China’s export growth will remain strong in H2, following May's 6.1% year-to-date increase, driven by competitive advantages in manufacturing and greater trade-partner diversification, and despite the widening gap between official and private PMI results, economists have told MNI.

Wang Zhe, senior economist at Caixin, noted the Caixin Manufacturing PMI will likely hold above the expansionary 50 mark in H2 driven by China's competitive manufacturing advantage and its push to diversify trading partners.

The Caixin Manufacturing PMI hit a 23-month record of 51.7 in May, while the National Bureau of Statistics (NBS) PMI dipped 0.9 points to 49.5, a multi-year high divergence between the two indices driven by downstream strength along east coast export-oriented SMEs, which weigh more heavily in Caixin’s survey, Wang noted.

Caixin's private PMI includes around 650 private and state-owned firms and is known for being more export centric than the NBS PMI, which captures broader-based activity from 4,300 firms.

Wang said export growth will continue to be robust, even though Caixin's new export order sub-index has decreased to 50.9 from April's peak of 53.3, which he attributed to normal fluctuations.
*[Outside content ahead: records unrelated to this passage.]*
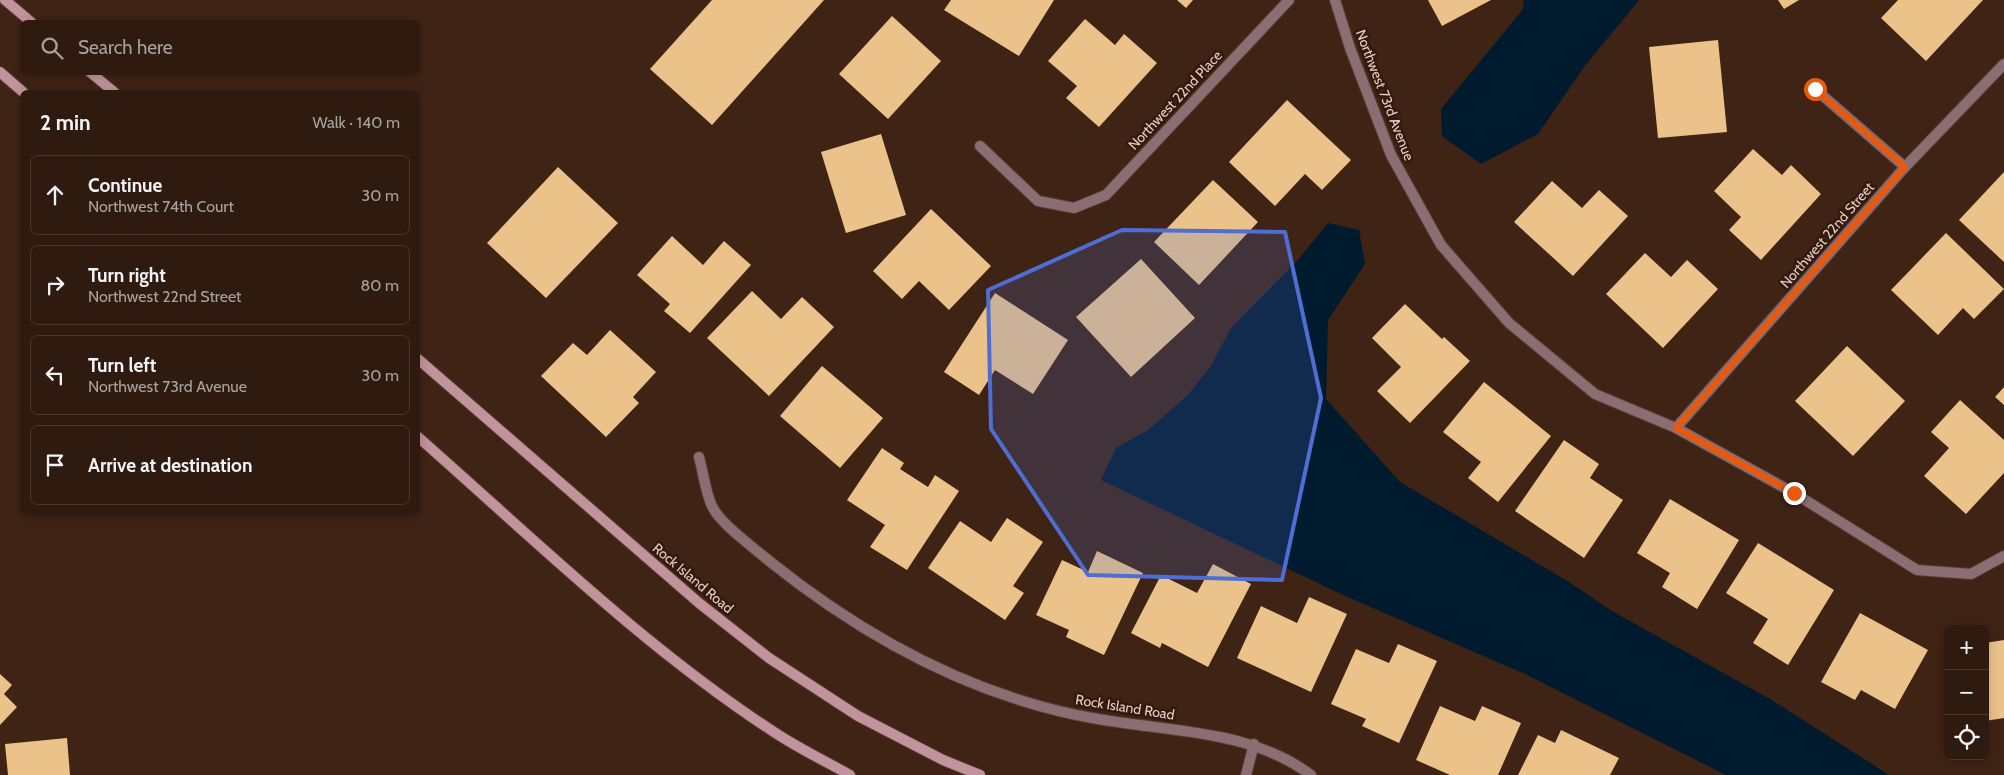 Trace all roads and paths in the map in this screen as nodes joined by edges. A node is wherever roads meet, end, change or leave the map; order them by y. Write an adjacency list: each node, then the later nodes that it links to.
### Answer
1 (5, 0): 4 (main road)
2 (1289, 0): 11 (street, Northwest 22nd Place)
3 (1335, 0): 14 (street, Northwest 73rd Avenue)
4 (29, 20)
5 (2004, 64): 12 (street, Northwest 22nd Street)
6 (0, 72): 9 (main road)
7 (94, 75): 10 (main road)
8 (1815, 89): 12 (street)
9 (21, 90)
10 (112, 90)
11 (980, 146)
12 (1905, 167): 14 (street, Northwest 22nd Street)
13 (420, 361): 20 (main road, Rock Island Road)
14 (1676, 428): 17 (street, Northwest 73rd Avenue)
15 (420, 439): 19 (main road)
16 (699, 457): 18 (street, Rock Island Road)
17 (2004, 556)
18 (1254, 744): 21 (street); 22 (street, Rock Island Road)
19 (850, 775)
20 (980, 775)
21 (1246, 775)
22 (1311, 775) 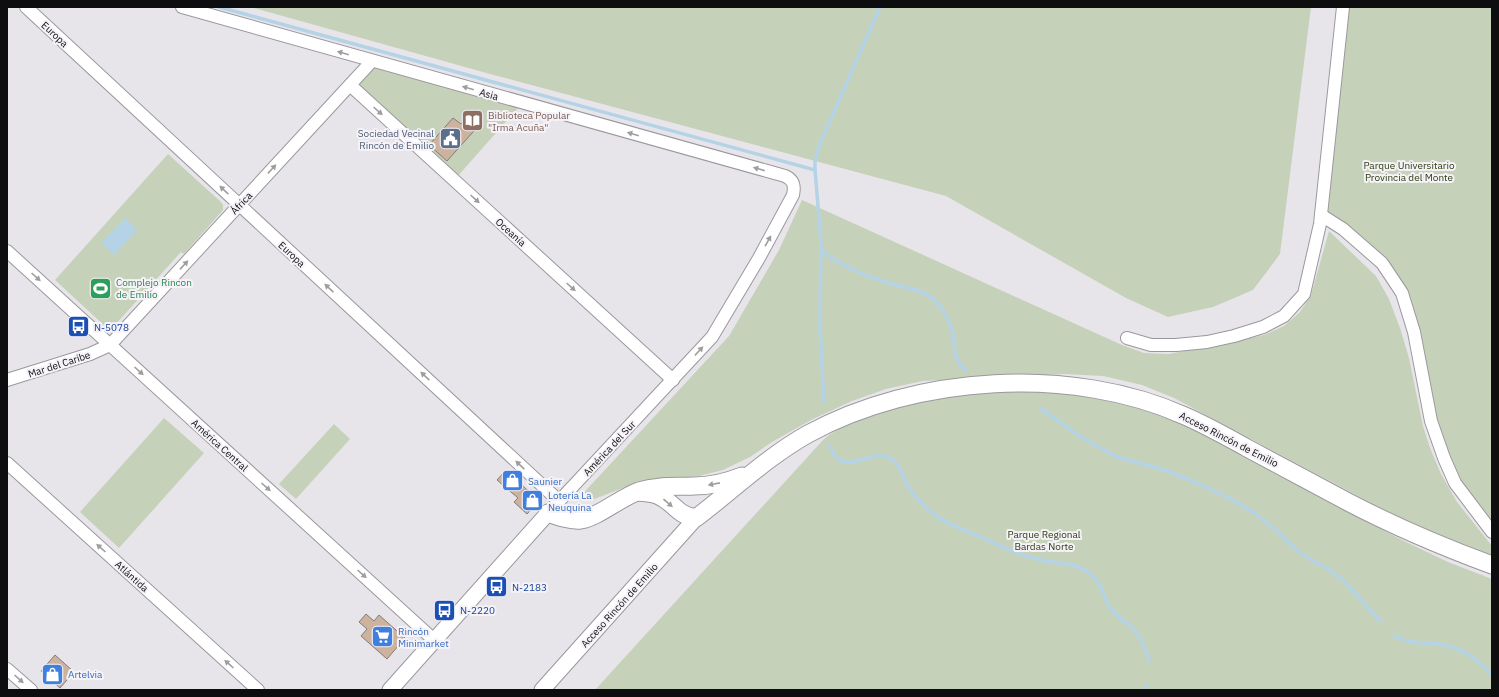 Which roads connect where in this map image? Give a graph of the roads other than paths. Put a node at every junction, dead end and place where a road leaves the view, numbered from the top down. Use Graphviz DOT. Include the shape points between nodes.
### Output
graph roads {
  1 [pos="26,7"];
  2 [pos="182,7"];
  3 [pos="1343,7"];
  4 [pos="372,61"];
  5 [pos="350,85"];
  6 [pos="794,184"];
  7 [pos="240,205"];
  8 [pos="1321,215"];
  9 [pos="7,251"];
  10 [pos="1127,338"];
  11 [pos="110,345"];
  12 [pos="7,380"];
  13 [pos="673,380"];
  14 [pos="7,463"];
  15 [pos="752,472"];
  16 [pos="638,492"];
  17 [pos="554,507"];
  18 [pos="696,518"];
  19 [pos="1492,532"];
  20 [pos="1492,565"];
  21 [pos="434,640"];
  22 [pos="7,668"];
  23 [pos="31,690"];
  24 [pos="258,690"];
  25 [pos="390,690"];
  26 [pos="542,690"];
  7 -- 1 [label="street, Europa, one-way"];
  4 -- 2 [label="street, Asia, one-way"];
  3 -- 8 [label="street"];
  4 -- 5 [label="street, África"];
  6 -- 4 [label="street, Asia, one-way" via="785,176"];
  7 -- 5 [label="street, África, one-way"];
  5 -- 13 [label="street, Oceanía, one-way"];
  13 -- 6 [label="street, América del Sur, one-way" via="719,327 789,201"];
  11 -- 7 [label="street, África, one-way"];
  17 -- 7 [label="street, Europa, one-way"];
  8 -- 10 [label="street" via="1304,294 1284,316 1263,327 1207,342 1151,345"];
  8 -- 19 [label="street" via="1343,229 1382,263 1402,293 1414,332 1431,421 1444,458 1455,483"];
  9 -- 11 [label="street, América Central, one-way"];
  11 -- 12 [label="street, Mar del Caribe" via="90,354"];
  11 -- 21 [label="street, América Central, one-way"];
  13 -- 17 [label="street, América del Sur"];
  24 -- 14 [label="street, Atlántida, one-way"];
  15 -- 16 [label="main road, Acceso Rincón de Emilio, one-way" via="707,485 658,486"];
  15 -- 18 [label="main road, Acceso Rincón de Emilio"];
  15 -- 20 [label="main road, Acceso Rincón de Emilio" via="807,435 851,415 895,400 941,389 1019,383 1092,389 1133,398 1183,415 1382,519"];
  16 -- 17 [label="main road, Acceso Rincón de Emilio" via="581,520 566,519"];
  16 -- 18 [label="main road, one-way" via="660,496 683,515"];
  17 -- 21 [label="street, América del Sur"];
  18 -- 26 [label="street, Acceso Rincón de Emilio"];
  21 -- 25 [label="street, América del Sur"];
  22 -- 23 [label="street, one-way"];
} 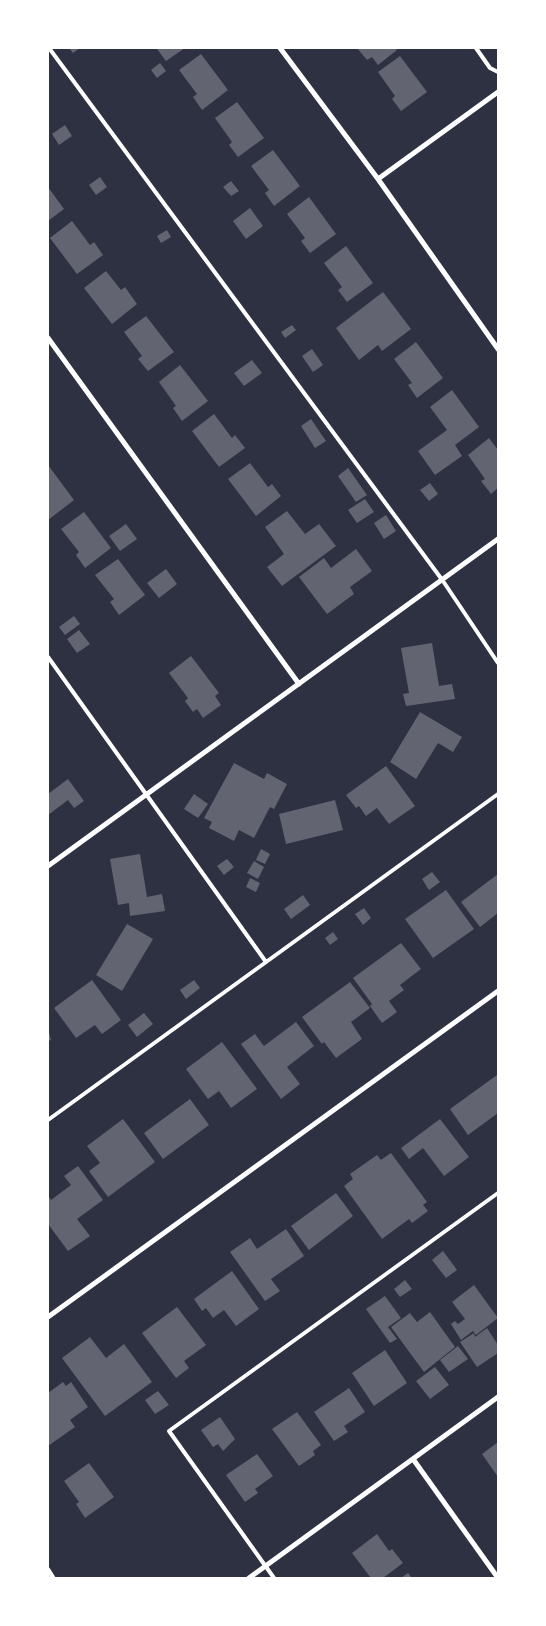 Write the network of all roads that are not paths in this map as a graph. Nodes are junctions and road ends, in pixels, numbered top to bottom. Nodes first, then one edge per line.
1 (49, 48) edge
2 (280, 48) edge
3 (476, 48) edge
4 (498, 72) edge
5 (498, 92) edge
6 (378, 179) junction
7 (48, 338) edge
8 (498, 349) edge
9 (498, 539) edge
10 (443, 581) junction
11 (48, 657) edge
12 (498, 664) edge
13 (299, 684) junction
14 (146, 792) junction
15 (498, 794) edge
16 (48, 866) edge
17 (266, 962) junction
18 (498, 991) edge
19 (48, 1120) edge
20 (498, 1193) edge
21 (48, 1318) edge
22 (498, 1397) edge
23 (413, 1459) junction
24 (265, 1566) junction
25 (48, 1570) edge
26 (53, 1578) edge
27 (249, 1578) edge
28 (274, 1578) edge
29 (498, 1578) edge

1 - 10 lane
2 - 6 street
3 - 4 lane
5 - 6 street
6 - 8 street
7 - 13 street
9 - 10 street
10 - 12 lane
10 - 13 street
11 - 14 lane
13 - 14 street
14 - 16 street
14 - 17 lane
15 - 17 lane
17 - 19 lane
18 - 21 street
20 - 24 lane
22 - 23 street
23 - 24 street
23 - 29 street
24 - 27 street
24 - 28 lane
25 - 26 street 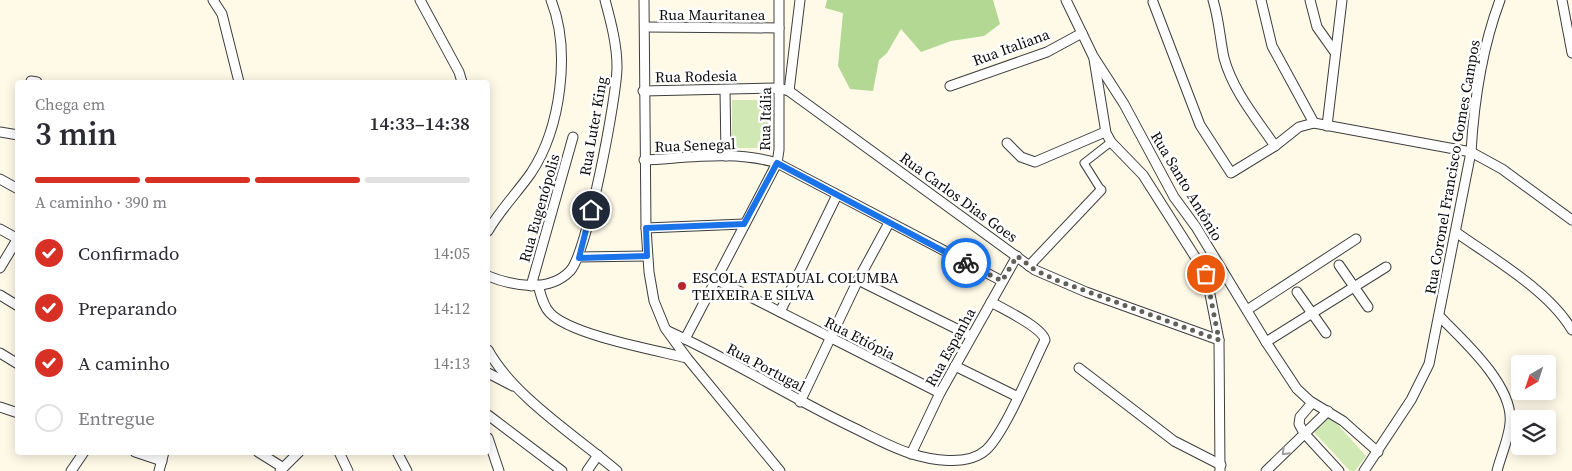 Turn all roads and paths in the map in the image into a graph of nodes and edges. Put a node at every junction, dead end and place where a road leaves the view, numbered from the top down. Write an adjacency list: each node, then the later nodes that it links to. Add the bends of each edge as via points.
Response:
1 (213, 0): 22 (street, via 222,14)
2 (420, 0): 23 (street)
3 (551, 0): 51 (street, via 559,28 562,64 551,129 531,173)
4 (605, 0): 60 (street, Rua Luter King, via 616,52 615,97)
5 (644, 0): 16 (street)
6 (779, 0): 17 (street, Rua Itália)
7 (800, 0): 28 (street)
8 (1066, 0): 18 (street, Rua Santo Antônio)
9 (1213, 0): 39 (street, via 1230,76)
10 (1261, 0): 31 (street, via 1272,46)
11 (1310, 0): 19 (street, via 1317,27)
12 (1342, 0): 19 (street)
13 (1500, 0): 40 (street, Rua Coronel Francisco Gomes Campos, via 1490,28 1473,121)
14 (1153, 2): 39 (street, via 1200,125 1230,173)
15 (1566, 4): 20 (street)
16 (645, 27): 17 (street, Rua Mauritanea); 27 (street)
17 (779, 28): 25 (street, Rua Itália)
18 (1082, 33): 21 (street, Rua Santo Antônio); 24 (street, Rua Italiana, via 1047,52)
19 (1334, 51): 32 (street)
20 (1572, 53)
21 (1093, 56): 29 (street, Rua Santo Antônio); 30 (street)
22 (238, 80)
23 (461, 80)
24 (950, 86)
25 (779, 88): 26 (street, Rua Rodesia); 28 (street, Rua Carlos Dias Goes); 43 (street, Rua Itália)
26 (725, 90): 27 (street, Rua Rodesia); 41 (street)
27 (643, 91): 42 (street)
28 (790, 91): 59 (street, Rua Carlos Dias Goes)
29 (1116, 91): 30 (street); 76 (street, Rua Santo Antônio, via 1174,197)
30 (1099, 96): 34 (street)
31 (1314, 123): 32 (street); 39 (street, via 1299,127)
32 (1327, 126): 40 (street)
33 (0, 132): 35 (street)
34 (1105, 132): 37 (street); 38 (street, via 1035,162 1021,157)
35 (15, 134)
36 (573, 137): 69 (street, Rua Eugenópolis)
37 (1111, 142): 46 (street, via 1084,163); 86 (street, via 1143,175 1206,274)
38 (1007, 143)
39 (1275, 146)
40 (1471, 152): 48 (street, via 1502,169); 54 (street, Rua Coronel Francisco Gomes Campos)
41 (726, 156): 42 (street, Rua Senegal); 43 (street, Rua Senegal)
42 (644, 160): 52 (street)
43 (777, 163): 47 (street, Rua Itália); 50 (street)
44 (0, 179): 45 (street)
45 (15, 187)
46 (1101, 190): 62 (street)
47 (837, 195): 49 (street, Rua Itália); 77 (street)
48 (1572, 220)
49 (888, 223): 67 (street); 68 (street, Rua Itália)
50 (744, 224): 52 (street); 66 (street)
51 (490, 228)
52 (646, 228): 58 (street)
53 (0, 229): 55 (street)
54 (1456, 233): 79 (street, Rua Coronel Francisco Gomes Campos); 80 (street, via 1504,265 1550,302)
55 (15, 237)
56 (1356, 239): 76 (street)
57 (15, 242): 63 (street)
58 (647, 256): 60 (street); 81 (street, via 654,302)
59 (1017, 256): 62 (street, Rua Carlos Dias Goes); 68 (street, Rua Espanha)
60 (579, 258): 69 (street, Rua Luter King, via 565,276)
61 (1339, 265): 70 (street)
62 (1029, 266): 86 (street, Rua Carlos Dias Goes, via 1086,292)
63 (0, 268)
64 (1386, 268): 70 (street)
65 (490, 277): 69 (street)
66 (715, 279): 77 (street, Rua Etiópia); 84 (street)
67 (858, 280): 83 (street); 85 (street)
68 (1002, 281): 73 (street, Rua Espanha)
69 (535, 286): 90 (street, Rua Eugenópolis, via 549,312 576,330)
70 (1353, 287): 75 (street); 78 (street)
71 (1297, 292): 78 (street)
72 (0, 295): 74 (street)
73 (991, 302): 83 (street, Rua Espanha); 97 (street, Rua Portugal, via 1044,336)
74 (15, 304)
75 (1368, 307)
76 (1247, 310): 87 (street, Rua Santo Antônio)
77 (780, 312): 85 (street, Rua Etiópia)
78 (1312, 314): 82 (street); 87 (street)
79 (1439, 316): 106 (street, Rua Coronel Francisco Gomes Campos, via 1423,380); 129 (street, via 1486,367 1509,404 1510,422)
80 (1572, 330)
81 (668, 331): 84 (street, Rua Portugal); 90 (street)
82 (1326, 333)
83 (970, 336): 92 (street, Rua Espanha)
84 (685, 339): 98 (street, Rua Portugal)
85 (831, 339): 96 (street, Rua Etiópia); 98 (street)
86 (1219, 340): 115 (street)
87 (1266, 342): 99 (street, Rua Santo Antônio, via 1297,389)
88 (0, 353): 91 (street)
89 (490, 353): 95 (street, via 501,371)
90 (687, 358): 125 (street)
91 (15, 362)
92 (955, 366): 96 (street, Rua Espanha); 97 (street)
93 (1079, 368): 115 (street, via 1174,440)
94 (490, 374): 95 (street)
95 (520, 390): 113 (street)
96 (940, 393): 107 (street, Rua Espanha)
97 (1018, 397): 107 (street, Rua Portugal, via 991,444 978,455 939,460)
98 (800, 402): 107 (street, Rua Portugal)
99 (1312, 403): 101 (street, Rua Santo Antônio); 104 (street, via 1299,421)
100 (0, 407): 102 (street)
101 (1328, 411): 104 (street); 106 (street, Rua Santo Antônio, via 1343,420)
102 (15, 412)
103 (490, 417): 122 (street)
104 (1304, 433): 126 (street, one-way to 126); 127 (street)
105 (490, 444): 121 (street)
106 (1378, 452): 128 (street, Rua Coronel Francisco Gomes Campos)
107 (911, 454)
108 (82, 455): 117 (street)
109 (262, 455): 116 (street)
110 (296, 455): 116 (street)
111 (340, 455): 119 (street)
112 (399, 455): 120 (street)
113 (598, 455): 123 (street); 124 (street)
114 (163, 457): 118 (street)
115 (1221, 468)
116 (281, 469)
117 (71, 471)
118 (159, 471)
119 (348, 471)
120 (407, 471)
121 (499, 471)
122 (562, 471)
123 (587, 471)
124 (617, 471)
125 (780, 471)
126 (1266, 471)
127 (1339, 471)
128 (1364, 471)
129 (1497, 471)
China’s Industrial output grew 6.2% from January to May. (See MNI: China Electricity Demand Growth To Fall From Q1 High)

Nathan Chow, senior economist at DBS in Singapore, argued the regional recovery in electronics and the impending surge in Christmas orders will also benefit exporters in the near term.

OFFICIAL PMI

The NBS manufacturing PMI, which has printed above the 50 mark for three of the past 12 months versus Caixin’s 11 months, was dampened by the sluggish outlook in upstream basic raw material sectors, Wang noted.

“High commodity prices and soft expectations are hampering upstream firms,” Wang continued, noting the NBS PMI raw material sub-index averaged 48.1 in the past seven months, versus 50.7 for equipment manufacturing.

Chow noted recent official PPI data, which declined for the 20th straight month by 1.4% y/y in May, showed many companies are still struggling outside of the narrower Caixin survey.

“Weakness in domestic data such as consumption and FAI stems from the continued sluggish property market, meaning policy should remain supportive to counter these challenges,” Chow said.